Katarína Listopadová

Personal information
- Nationality: Slovakia
- Born: 22 March 1993 (age 33) Bratislava, Slovakia
- Height: 1.69 m (5 ft 6+1⁄2 in)
- Weight: 61 kg (134 lb)

Sport
- Sport: Swimming
- Strokes: Freestyle, butterfly, medley
- Club: J&T Sport Team Bratislava
- Coach: Gabriel Baran

Medal record
Swimming
Representing Slovakia
Summer Universiade
| Bronze medal – third place | 2015 Gwengju | 100m butterfly |
European Youth Summer Olympic Festival
| Silver medal – second place | 2007 Belgrade | 200 m individual medley |

= Katarína Listopadová =

Slovak swimmer

Katarína Listopadová (born 22 March 1993 in Bratislava) is a Slovak swimmer, who specialized in freestyle, butterfly, and individual medley events. She currently holds four Slovak records in the freestyle relays (both 400 and 800 m). Listopadova is also a resident athlete for J&T Sport Team Bratislava, and is coached and trained by Gabriel Baran.
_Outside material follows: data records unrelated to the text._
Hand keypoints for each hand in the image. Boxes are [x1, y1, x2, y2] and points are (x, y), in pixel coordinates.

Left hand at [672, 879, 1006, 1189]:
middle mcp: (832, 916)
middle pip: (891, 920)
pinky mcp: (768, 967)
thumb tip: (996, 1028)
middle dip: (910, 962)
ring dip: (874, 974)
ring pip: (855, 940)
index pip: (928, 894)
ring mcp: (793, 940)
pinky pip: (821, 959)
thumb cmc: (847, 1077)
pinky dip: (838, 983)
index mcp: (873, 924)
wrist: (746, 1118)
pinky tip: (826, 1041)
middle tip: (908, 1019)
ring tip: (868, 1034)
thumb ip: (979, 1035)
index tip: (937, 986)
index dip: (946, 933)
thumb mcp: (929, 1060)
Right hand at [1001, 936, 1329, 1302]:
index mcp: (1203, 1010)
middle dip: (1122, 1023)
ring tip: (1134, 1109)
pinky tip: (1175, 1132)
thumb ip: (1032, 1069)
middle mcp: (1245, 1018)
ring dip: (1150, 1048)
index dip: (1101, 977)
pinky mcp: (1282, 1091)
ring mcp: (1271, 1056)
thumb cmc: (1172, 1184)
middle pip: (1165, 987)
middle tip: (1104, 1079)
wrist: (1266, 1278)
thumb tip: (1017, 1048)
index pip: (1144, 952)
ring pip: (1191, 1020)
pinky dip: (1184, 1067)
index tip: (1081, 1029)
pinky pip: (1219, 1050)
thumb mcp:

Listopadova made her international debut at the 2010 Summer Youth Olympics in Singapore, where she placed fourth in the 100 m freestyle (56.90), 50 m butterfly (27.38), and 100 m butterfly (1:00.35).

At the 2012 Summer Olympics in London, Listopadova qualified as Slovakia's youngest athlete and swimmer for the women's 200 m individual medley. She posted a FINA B-standard entry time of 2:16.42 from the Budapest Open in Hungary. She topped the first heat by more than half a second (0.50) ahead of Olympic veterans Cheng Wan-jung of Chinese Taipei and Emilia Pikkarainen of Finland, outside her entry time of 2:16.81. Listopadova failed to advance into the semifinals, as she shared a twenty-eighth place tie with Iceland's Eygló Ósk Gústafsdóttir in the preliminaries.